Secangkir air putih, serta nasi dan kerupuk menyapa perut yang sudah beradu.
Bersiap mengenakan baju putih dan rok biru yang kusut, dan sepatu rusak
peninggalan Ayahku. Sudah hampir sepuluh tahun lamanya Ayah meninggalkan kami,
kasihan Ibuku yang harus menjaga dan menafkahi Aku dan kedua adikku. Beberapa
kata terakhir yang diucapkan oleh Ayahku, dan selalu terngiang di dalam benakku
adalah bahwa Ayah ingin aku terus sekolah dan membahagiakan Ibu dan kedua
adikku.
“Bu, Saya berangkat sekolah ya,”ucapku menyium tangan
Ibuku, berpamitan,
“Iya, ndok, kamu hati-hati ya,”jawab Ibuku
“Iya, Bu,”jawabku lagi
Hari masih menunjukan pukul 05.10 pagi, aku tahu karena
selalu aku mengintip jam dari sebuah warung yang letakknya tidak jauh dari
gubuk kecilku. Aku berjalan melewati sebuah sungai, sawah, dan hutan untuk
mencapai sekolahku yang luar biasa itu. Sekolahku sungguh luar biasa, walaupun
sekolah itu kecil, kumuh, dan kekurangan fasilitas, tetapi disitulah tempat
dimana aku dan murid lainnya dapat menimba ilmu untuk menjadi penerus bangsa
yang membanggakan. “Penerus bangsa yang membanggakan” itulah yang selalu
diucapkan oleh guru ku, aku masih belum mengerti apa maksud dari kata-kata itu,
tetapi aku tetap ingin mencapai cita-citaku. Setelah berjalan cukup lama,
akhirnya sekolahku terlihat juga.
“Asalamualaikum,” ucap guruku menyapa
“Walaikumsalam,”jawabku dan murid lainnya serentak
Kami belajar dari pukul tujuh lewat lima belas hingga
pukul 12 tepat. Hari ini Kami guru kami memberitahu bahwa adanya biaya yang
dibutuhkan untuk merenovasi sekolah agar atap yang usang itu tidak mencelakai
kami.
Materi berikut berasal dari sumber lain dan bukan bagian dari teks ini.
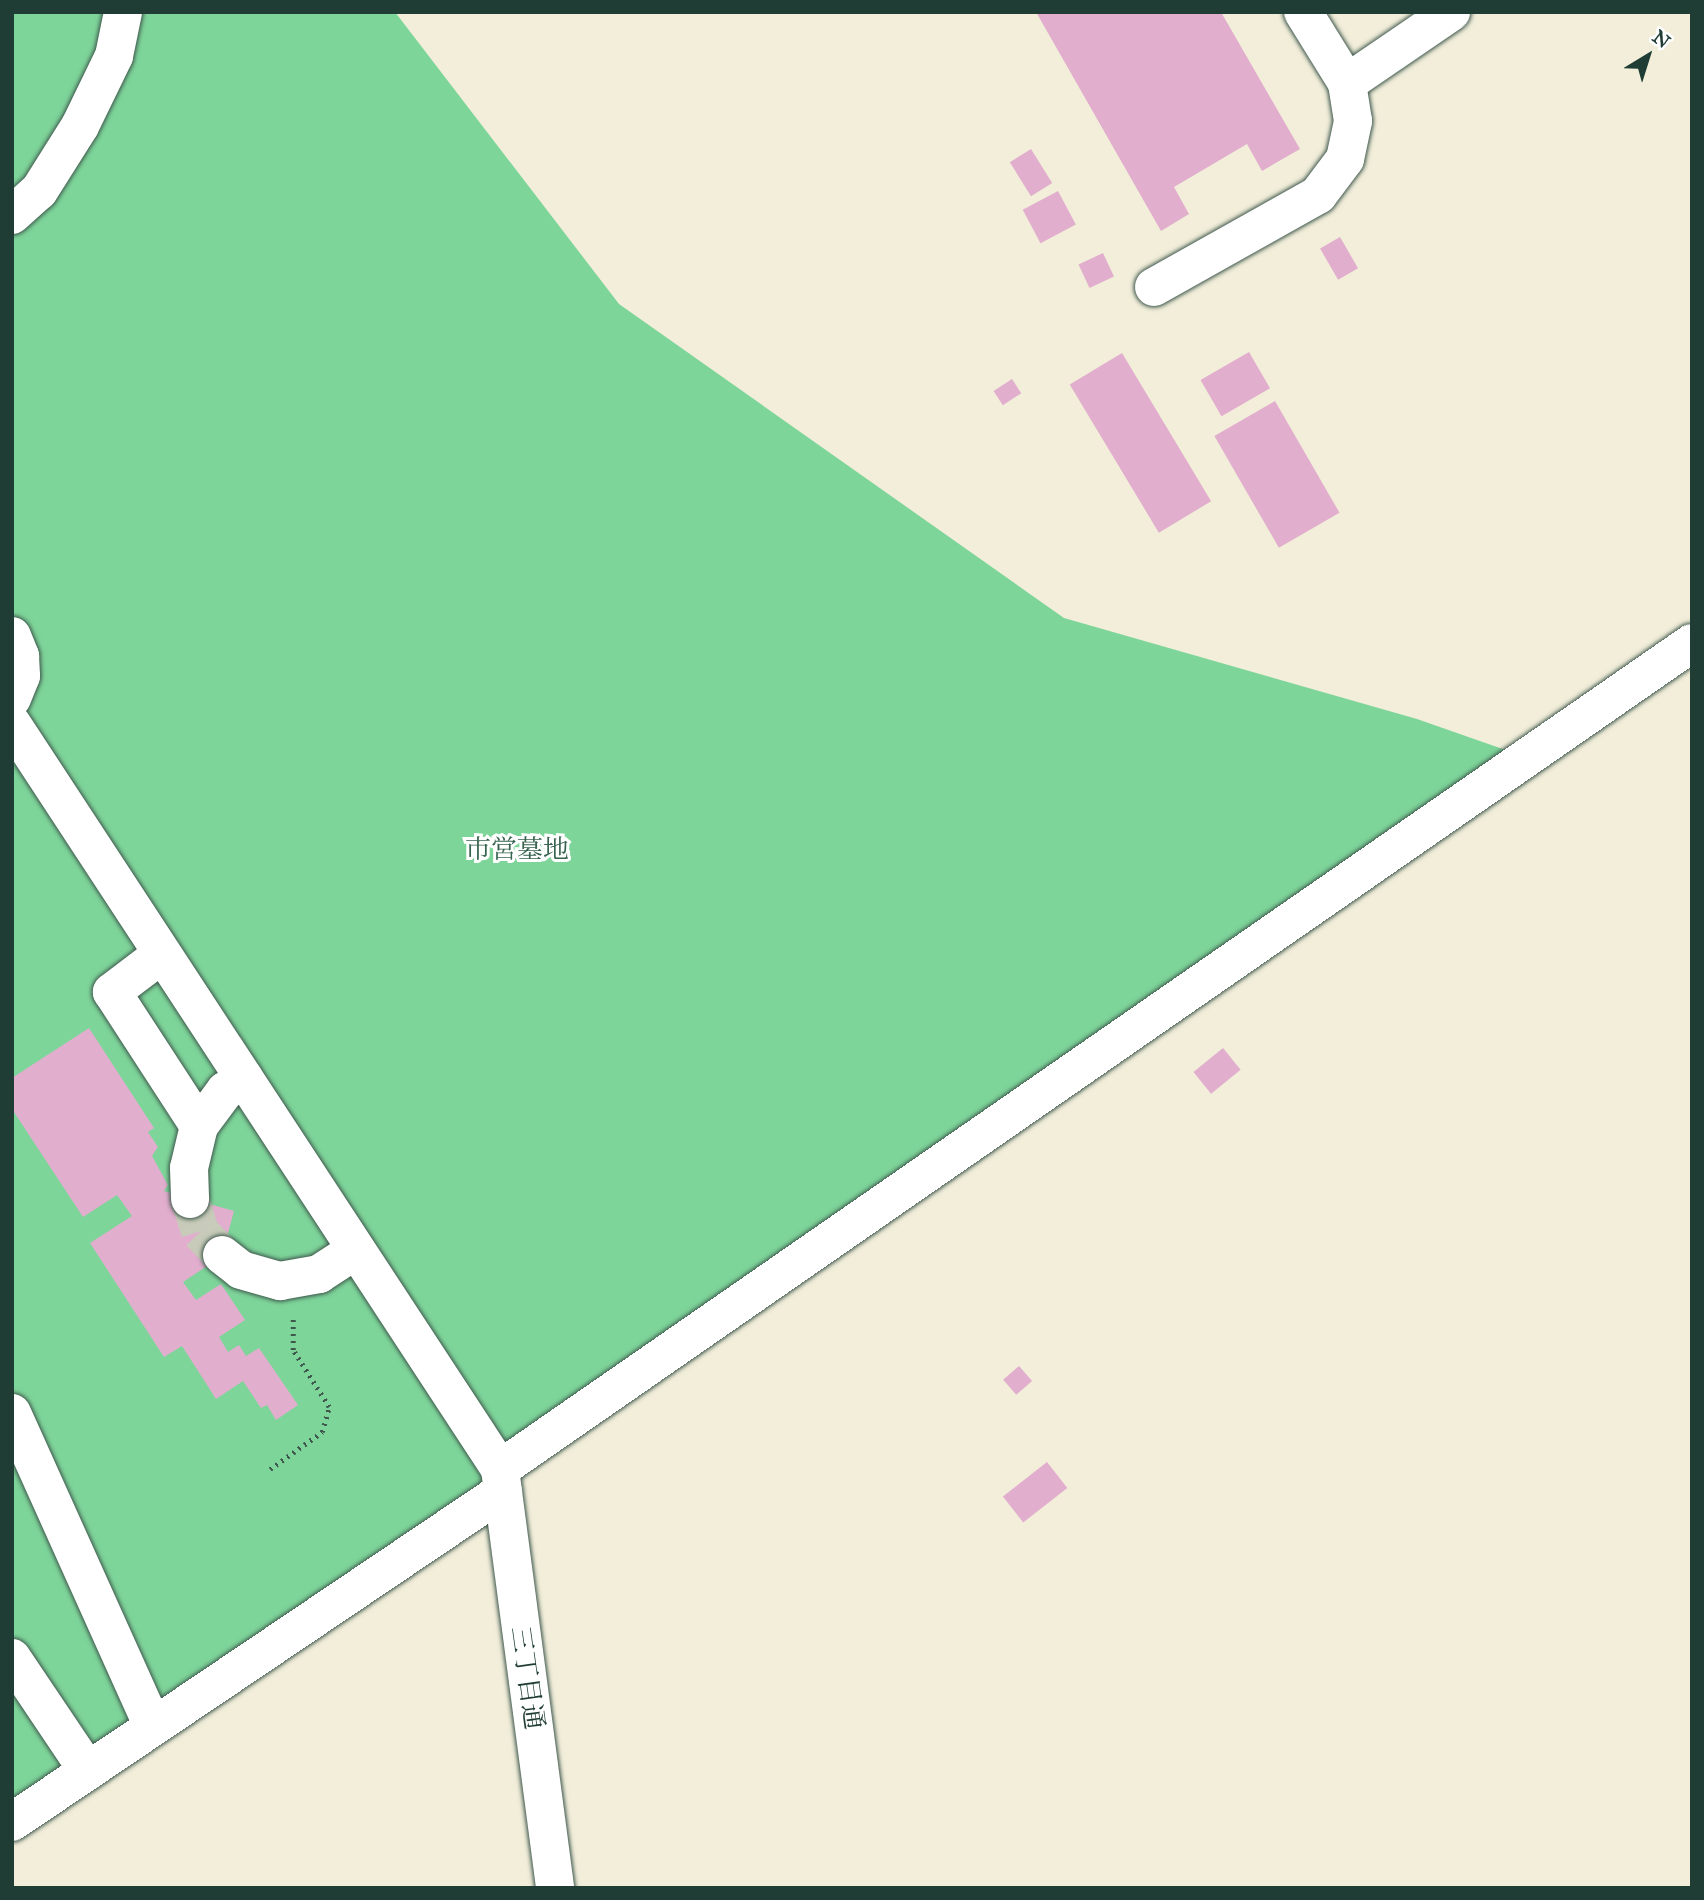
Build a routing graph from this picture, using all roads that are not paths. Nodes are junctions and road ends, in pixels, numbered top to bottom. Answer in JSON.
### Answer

Guru kami pun berpesan bahwa kami harus menabung demi masa depan.
“Aku
masih belum mengerti untuk apa guru kami menyuruh kami untuk menabung, padahal mencari
duit saja sudah susah bagaimana kami mau menabung,” ucapku dalam hati
Akhirnya,
bunyi kentongan bambu pengganti lonceng pun berbunyi, tanda pelajaran sudah
usai dan kami dapat kembali pulang. Dengan lekas aku mengganti pakaian seragam
dan sepatuku dengan pakaian dan sendal jepit untuk pergi ke pasar sebagai tukang
semir sepatu. Aku tidak ingin terlalu banyak membebanku Ibuku, belum lagi
adikku yang sebentar lagi mau mendaftar sekolah. Aku tidak tega melihat Ibuku
kesusahan. Walaupun Aku perempuan tapi Aku harus bisa melakuka pekerjaan selain
mengurus rumah.
“Ndok,
tolong semir sepatu ini ya,”kata seorang bapak menyodorkan sebuah sepatu
Berwarna hitam
“Iya pak,”jawabku mengambil sepatu dari tangan bapak itu.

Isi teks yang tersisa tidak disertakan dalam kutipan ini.